** The task **
What you return should match every record exactly, with the images removed.
——————————
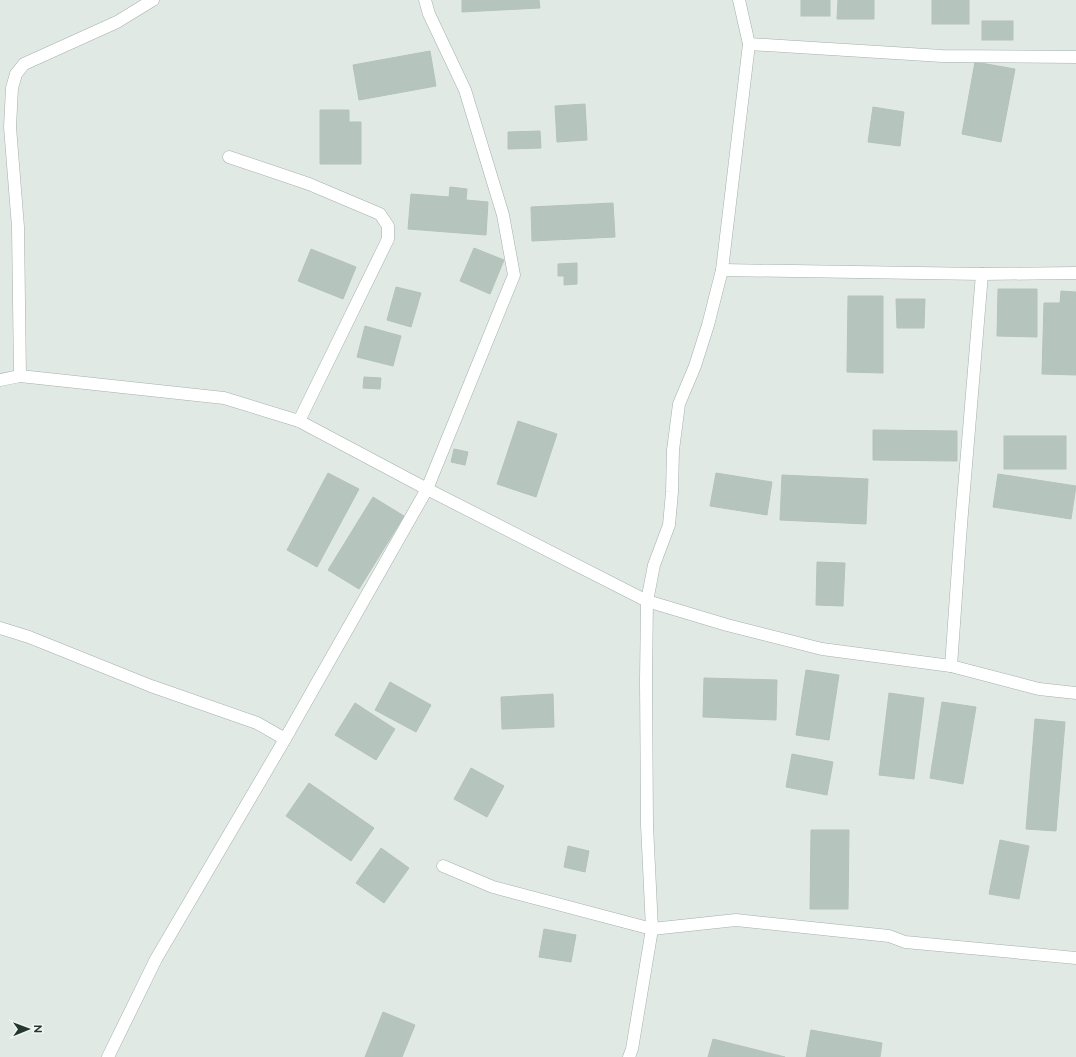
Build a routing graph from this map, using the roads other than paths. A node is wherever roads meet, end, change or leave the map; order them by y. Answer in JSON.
{"nodes":[{"id":1,"x":153,"y":0,"type":"edge"},
{"id":2,"x":425,"y":0,"type":"edge"},
{"id":3,"x":739,"y":0,"type":"edge"},
{"id":4,"x":749,"y":44,"type":"junction"},
{"id":5,"x":1076,"y":57,"type":"edge"},
{"id":6,"x":5,"y":128,"type":"edge"},
{"id":7,"x":229,"y":157,"type":"dead end"},
{"id":8,"x":722,"y":270,"type":"junction"},
{"id":9,"x":982,"y":274,"type":"junction"},
{"id":10,"x":1076,"y":274,"type":"edge"},
{"id":11,"x":20,"y":376,"type":"junction"},
{"id":12,"x":0,"y":380,"type":"edge"},
{"id":13,"x":299,"y":421,"type":"junction"},
{"id":14,"x":427,"y":489,"type":"junction"},
{"id":15,"x":647,"y":601,"type":"junction"},
{"id":16,"x":0,"y":628,"type":"edge"},
{"id":17,"x":951,"y":666,"type":"junction"},
{"id":18,"x":1076,"y":693,"type":"edge"},
{"id":19,"x":285,"y":739,"type":"junction"},
{"id":20,"x":443,"y":866,"type":"dead end"},
{"id":21,"x":652,"y":929,"type":"junction"},
{"id":22,"x":1076,"y":958,"type":"edge"},
{"id":23,"x":108,"y":1057,"type":"edge"},
{"id":24,"x":629,"y":1057,"type":"edge"}],
"edges":[{"from":1,"to":6,"type":"street"},
{"from":2,"to":14,"type":"street"},
{"from":3,"to":4,"type":"street"},
{"from":4,"to":5,"type":"street"},
{"from":4,"to":8,"type":"street"},
{"from":6,"to":11,"type":"street"},
{"from":7,"to":13,"type":"street"},
{"from":8,"to":9,"type":"street"},
{"from":8,"to":15,"type":"street"},
{"from":9,"to":10,"type":"street"},
{"from":9,"to":17,"type":"street"},
{"from":11,"to":12,"type":"street"},
{"from":11,"to":13,"type":"street"},
{"from":13,"to":14,"type":"street"},
{"from":14,"to":15,"type":"street"},
{"from":14,"to":19,"type":"street"},
{"from":15,"to":17,"type":"street"},
{"from":15,"to":21,"type":"street"},
{"from":16,"to":19,"type":"street"},
{"from":17,"to":18,"type":"street"},
{"from":19,"to":23,"type":"street"},
{"from":20,"to":21,"type":"street"},
{"from":21,"to":22,"type":"street"},
{"from":21,"to":24,"type":"street"}]}
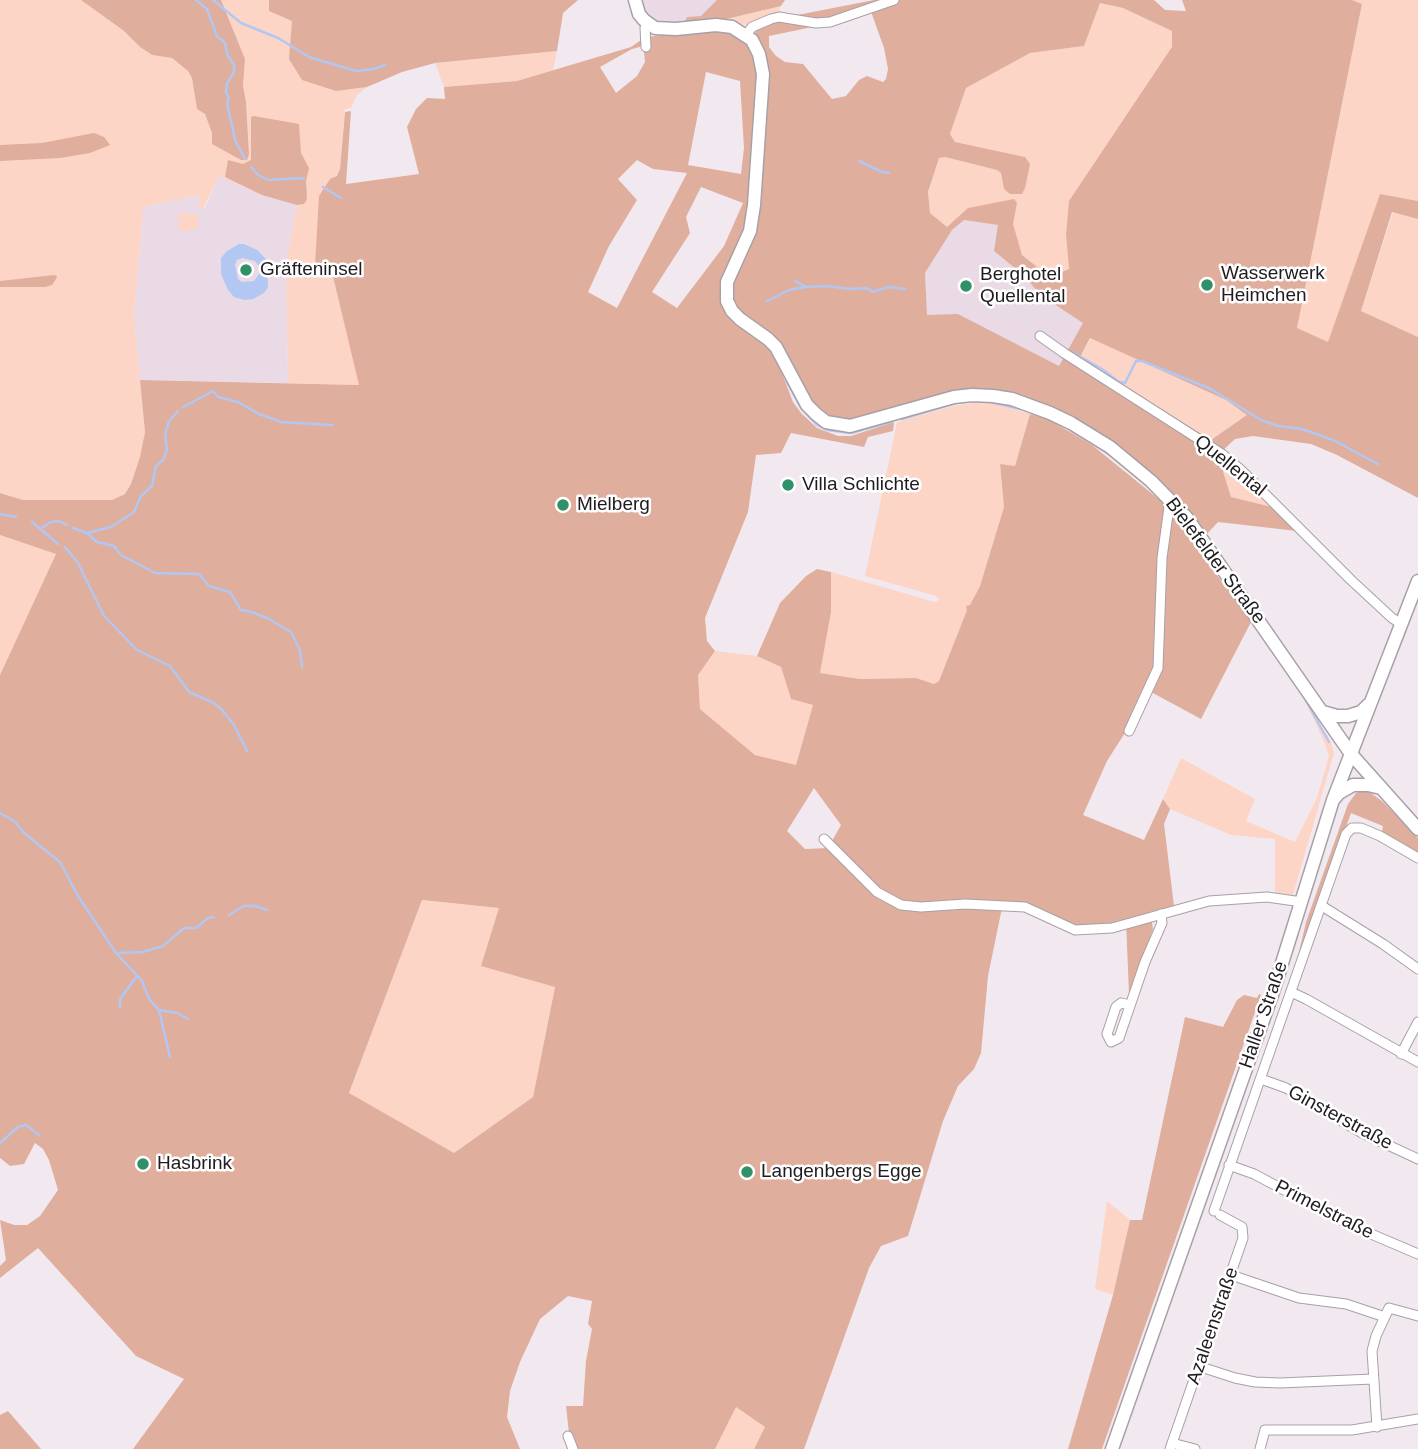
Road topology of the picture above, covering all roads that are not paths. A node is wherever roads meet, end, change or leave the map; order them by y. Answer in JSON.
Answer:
{"nodes":[{"id":1,"x":635,"y":0,"type":"edge"},
{"id":2,"x":894,"y":0,"type":"edge"},
{"id":3,"x":649,"y":24,"type":"junction"},
{"id":4,"x":746,"y":35,"type":"junction"},
{"id":5,"x":646,"y":47,"type":"dead end"},
{"id":6,"x":1040,"y":336,"type":"dead end"},
{"id":7,"x":1172,"y":502,"type":"junction"},
{"id":8,"x":1418,"y":581,"type":"edge"},
{"id":9,"x":1400,"y":623,"type":"junction"},
{"id":10,"x":1368,"y":705,"type":"junction"},
{"id":11,"x":1323,"y":712,"type":"junction"},
{"id":12,"x":1129,"y":731,"type":"dead end"},
{"id":13,"x":1351,"y":754,"type":"junction"},
{"id":14,"x":1381,"y":788,"type":"junction"},
{"id":15,"x":1333,"y":800,"type":"junction"},
{"id":16,"x":1418,"y":829,"type":"edge"},
{"id":17,"x":824,"y":839,"type":"dead end"},
{"id":18,"x":1418,"y":858,"type":"edge"},
{"id":19,"x":1302,"y":902,"type":"junction"},
{"id":20,"x":1322,"y":906,"type":"junction"},
{"id":21,"x":1161,"y":914,"type":"junction"},
{"id":22,"x":1418,"y":969,"type":"edge"},
{"id":23,"x":1291,"y":992,"type":"junction"},
{"id":24,"x":1130,"y":1005,"type":"dead end"},
{"id":25,"x":1418,"y":1022,"type":"edge"},
{"id":26,"x":1401,"y":1054,"type":"junction"},
{"id":27,"x":1418,"y":1062,"type":"edge"},
{"id":28,"x":1261,"y":1079,"type":"junction"},
{"id":29,"x":1418,"y":1159,"type":"edge"},
{"id":30,"x":1230,"y":1165,"type":"junction"},
{"id":31,"x":1418,"y":1254,"type":"edge"},
{"id":32,"x":1231,"y":1275,"type":"junction"},
{"id":33,"x":1385,"y":1317,"type":"junction"},
{"id":34,"x":1418,"y":1317,"type":"edge"},
{"id":35,"x":1198,"y":1366,"type":"junction"},
{"id":36,"x":1373,"y":1379,"type":"junction"},
{"id":37,"x":1418,"y":1419,"type":"edge"},
{"id":38,"x":1377,"y":1427,"type":"junction"},
{"id":39,"x":568,"y":1436,"type":"dead end"},
{"id":40,"x":1171,"y":1446,"type":"edge"},
{"id":41,"x":573,"y":1449,"type":"edge"},
{"id":42,"x":1112,"y":1449,"type":"edge"},
{"id":43,"x":1195,"y":1449,"type":"edge"},
{"id":44,"x":1260,"y":1449,"type":"edge"}],
"edges":[{"from":1,"to":3,"type":"main road"},
{"from":2,"to":4,"type":"street"},
{"from":3,"to":4,"type":"main road"},
{"from":3,"to":5,"type":"street"},
{"from":4,"to":7,"type":"main road","name":"Bielefelder Straße"},
{"from":6,"to":9,"type":"street","name":"Quellental"},
{"from":7,"to":11,"type":"main road","name":"Bielefelder Straße"},
{"from":7,"to":12,"type":"street"},
{"from":8,"to":9,"type":"main road","name":"Haller Straße"},
{"from":9,"to":10,"type":"main road","name":"Haller Straße"},
{"from":10,"to":11,"type":"main road"},
{"from":10,"to":13,"type":"main road","name":"Haller Straße"},
{"from":11,"to":13,"type":"main road","name":"Bielefelder Straße"},
{"from":13,"to":14,"type":"main road","name":"Bielefelder Straße"},
{"from":13,"to":15,"type":"main road","name":"Haller Straße"},
{"from":14,"to":15,"type":"main road"},
{"from":14,"to":16,"type":"main road","name":"Bielefelder Straße"},
{"from":15,"to":19,"type":"main road","name":"Haller Straße"},
{"from":17,"to":21,"type":"street"},
{"from":18,"to":20,"type":"street"},
{"from":19,"to":21,"type":"street"},
{"from":19,"to":42,"type":"main road","name":"Haller Straße"},
{"from":20,"to":22,"type":"street"},
{"from":20,"to":23,"type":"street"},
{"from":21,"to":24,"type":"street"},
{"from":23,"to":26,"type":"street"},
{"from":23,"to":28,"type":"street"},
{"from":25,"to":26,"type":"street"},
{"from":26,"to":27,"type":"street"},
{"from":28,"to":29,"type":"street","name":"Ginsterstraße"},
{"from":28,"to":30,"type":"street"},
{"from":30,"to":31,"type":"street","name":"Primelstraße"},
{"from":30,"to":32,"type":"street","name":"Azaleenstraße"},
{"from":32,"to":33,"type":"street"},
{"from":32,"to":35,"type":"street","name":"Azaleenstraße"},
{"from":33,"to":34,"type":"street"},
{"from":33,"to":36,"type":"street"},
{"from":35,"to":36,"type":"street"},
{"from":35,"to":40,"type":"street","name":"Azaleenstraße"},
{"from":36,"to":38,"type":"street"},
{"from":37,"to":38,"type":"street"},
{"from":38,"to":44,"type":"street"},
{"from":39,"to":41,"type":"street"},
{"from":40,"to":43,"type":"street"}]}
——————————
** Response box **
Build a routing graph from this map, using the roads other than paths. A node is wherever roads meet, end, change or leave the map; order them by y. Answer in JSON.
{"nodes":[{"id":1,"x":153,"y":0,"type":"edge"},
{"id":2,"x":425,"y":0,"type":"edge"},
{"id":3,"x":739,"y":0,"type":"edge"},
{"id":4,"x":749,"y":44,"type":"junction"},
{"id":5,"x":1076,"y":57,"type":"edge"},
{"id":6,"x":5,"y":128,"type":"edge"},
{"id":7,"x":229,"y":157,"type":"dead end"},
{"id":8,"x":722,"y":270,"type":"junction"},
{"id":9,"x":982,"y":274,"type":"junction"},
{"id":10,"x":1076,"y":274,"type":"edge"},
{"id":11,"x":20,"y":376,"type":"junction"},
{"id":12,"x":0,"y":380,"type":"edge"},
{"id":13,"x":299,"y":421,"type":"junction"},
{"id":14,"x":427,"y":489,"type":"junction"},
{"id":15,"x":647,"y":601,"type":"junction"},
{"id":16,"x":0,"y":628,"type":"edge"},
{"id":17,"x":951,"y":666,"type":"junction"},
{"id":18,"x":1076,"y":693,"type":"edge"},
{"id":19,"x":285,"y":739,"type":"junction"},
{"id":20,"x":443,"y":866,"type":"dead end"},
{"id":21,"x":652,"y":929,"type":"junction"},
{"id":22,"x":1076,"y":958,"type":"edge"},
{"id":23,"x":108,"y":1057,"type":"edge"},
{"id":24,"x":629,"y":1057,"type":"edge"}],
"edges":[{"from":1,"to":6,"type":"street"},
{"from":2,"to":14,"type":"street"},
{"from":3,"to":4,"type":"street"},
{"from":4,"to":5,"type":"street"},
{"from":4,"to":8,"type":"street"},
{"from":6,"to":11,"type":"street"},
{"from":7,"to":13,"type":"street"},
{"from":8,"to":9,"type":"street"},
{"from":8,"to":15,"type":"street"},
{"from":9,"to":10,"type":"street"},
{"from":9,"to":17,"type":"street"},
{"from":11,"to":12,"type":"street"},
{"from":11,"to":13,"type":"street"},
{"from":13,"to":14,"type":"street"},
{"from":14,"to":15,"type":"street"},
{"from":14,"to":19,"type":"street"},
{"from":15,"to":17,"type":"street"},
{"from":15,"to":21,"type":"street"},
{"from":16,"to":19,"type":"street"},
{"from":17,"to":18,"type":"street"},
{"from":19,"to":23,"type":"street"},
{"from":20,"to":21,"type":"street"},
{"from":21,"to":22,"type":"street"},
{"from":21,"to":24,"type":"street"}]}
Road topology of the picture above, covering all roads that are not paths. A node is wherever roads meet, end, change or leave the map; order them by y. Answer in JSON.
Answer:
{"nodes":[{"id":1,"x":635,"y":0,"type":"edge"},
{"id":2,"x":894,"y":0,"type":"edge"},
{"id":3,"x":649,"y":24,"type":"junction"},
{"id":4,"x":746,"y":35,"type":"junction"},
{"id":5,"x":646,"y":47,"type":"dead end"},
{"id":6,"x":1040,"y":336,"type":"dead end"},
{"id":7,"x":1172,"y":502,"type":"junction"},
{"id":8,"x":1418,"y":581,"type":"edge"},
{"id":9,"x":1400,"y":623,"type":"junction"},
{"id":10,"x":1368,"y":705,"type":"junction"},
{"id":11,"x":1323,"y":712,"type":"junction"},
{"id":12,"x":1129,"y":731,"type":"dead end"},
{"id":13,"x":1351,"y":754,"type":"junction"},
{"id":14,"x":1381,"y":788,"type":"junction"},
{"id":15,"x":1333,"y":800,"type":"junction"},
{"id":16,"x":1418,"y":829,"type":"edge"},
{"id":17,"x":824,"y":839,"type":"dead end"},
{"id":18,"x":1418,"y":858,"type":"edge"},
{"id":19,"x":1302,"y":902,"type":"junction"},
{"id":20,"x":1322,"y":906,"type":"junction"},
{"id":21,"x":1161,"y":914,"type":"junction"},
{"id":22,"x":1418,"y":969,"type":"edge"},
{"id":23,"x":1291,"y":992,"type":"junction"},
{"id":24,"x":1130,"y":1005,"type":"dead end"},
{"id":25,"x":1418,"y":1022,"type":"edge"},
{"id":26,"x":1401,"y":1054,"type":"junction"},
{"id":27,"x":1418,"y":1062,"type":"edge"},
{"id":28,"x":1261,"y":1079,"type":"junction"},
{"id":29,"x":1418,"y":1159,"type":"edge"},
{"id":30,"x":1230,"y":1165,"type":"junction"},
{"id":31,"x":1418,"y":1254,"type":"edge"},
{"id":32,"x":1231,"y":1275,"type":"junction"},
{"id":33,"x":1385,"y":1317,"type":"junction"},
{"id":34,"x":1418,"y":1317,"type":"edge"},
{"id":35,"x":1198,"y":1366,"type":"junction"},
{"id":36,"x":1373,"y":1379,"type":"junction"},
{"id":37,"x":1418,"y":1419,"type":"edge"},
{"id":38,"x":1377,"y":1427,"type":"junction"},
{"id":39,"x":568,"y":1436,"type":"dead end"},
{"id":40,"x":1171,"y":1446,"type":"edge"},
{"id":41,"x":573,"y":1449,"type":"edge"},
{"id":42,"x":1112,"y":1449,"type":"edge"},
{"id":43,"x":1195,"y":1449,"type":"edge"},
{"id":44,"x":1260,"y":1449,"type":"edge"}],
"edges":[{"from":1,"to":3,"type":"main road"},
{"from":2,"to":4,"type":"street"},
{"from":3,"to":4,"type":"main road"},
{"from":3,"to":5,"type":"street"},
{"from":4,"to":7,"type":"main road","name":"Bielefelder Straße"},
{"from":6,"to":9,"type":"street","name":"Quellental"},
{"from":7,"to":11,"type":"main road","name":"Bielefelder Straße"},
{"from":7,"to":12,"type":"street"},
{"from":8,"to":9,"type":"main road","name":"Haller Straße"},
{"from":9,"to":10,"type":"main road","name":"Haller Straße"},
{"from":10,"to":11,"type":"main road"},
{"from":10,"to":13,"type":"main road","name":"Haller Straße"},
{"from":11,"to":13,"type":"main road","name":"Bielefelder Straße"},
{"from":13,"to":14,"type":"main road","name":"Bielefelder Straße"},
{"from":13,"to":15,"type":"main road","name":"Haller Straße"},
{"from":14,"to":15,"type":"main road"},
{"from":14,"to":16,"type":"main road","name":"Bielefelder Straße"},
{"from":15,"to":19,"type":"main road","name":"Haller Straße"},
{"from":17,"to":21,"type":"street"},
{"from":18,"to":20,"type":"street"},
{"from":19,"to":21,"type":"street"},
{"from":19,"to":42,"type":"main road","name":"Haller Straße"},
{"from":20,"to":22,"type":"street"},
{"from":20,"to":23,"type":"street"},
{"from":21,"to":24,"type":"street"},
{"from":23,"to":26,"type":"street"},
{"from":23,"to":28,"type":"street"},
{"from":25,"to":26,"type":"street"},
{"from":26,"to":27,"type":"street"},
{"from":28,"to":29,"type":"street","name":"Ginsterstraße"},
{"from":28,"to":30,"type":"street"},
{"from":30,"to":31,"type":"street","name":"Primelstraße"},
{"from":30,"to":32,"type":"street","name":"Azaleenstraße"},
{"from":32,"to":33,"type":"street"},
{"from":32,"to":35,"type":"street","name":"Azaleenstraße"},
{"from":33,"to":34,"type":"street"},
{"from":33,"to":36,"type":"street"},
{"from":35,"to":36,"type":"street"},
{"from":35,"to":40,"type":"street","name":"Azaleenstraße"},
{"from":36,"to":38,"type":"street"},
{"from":37,"to":38,"type":"street"},
{"from":38,"to":44,"type":"street"},
{"from":39,"to":41,"type":"street"},
{"from":40,"to":43,"type":"street"}]}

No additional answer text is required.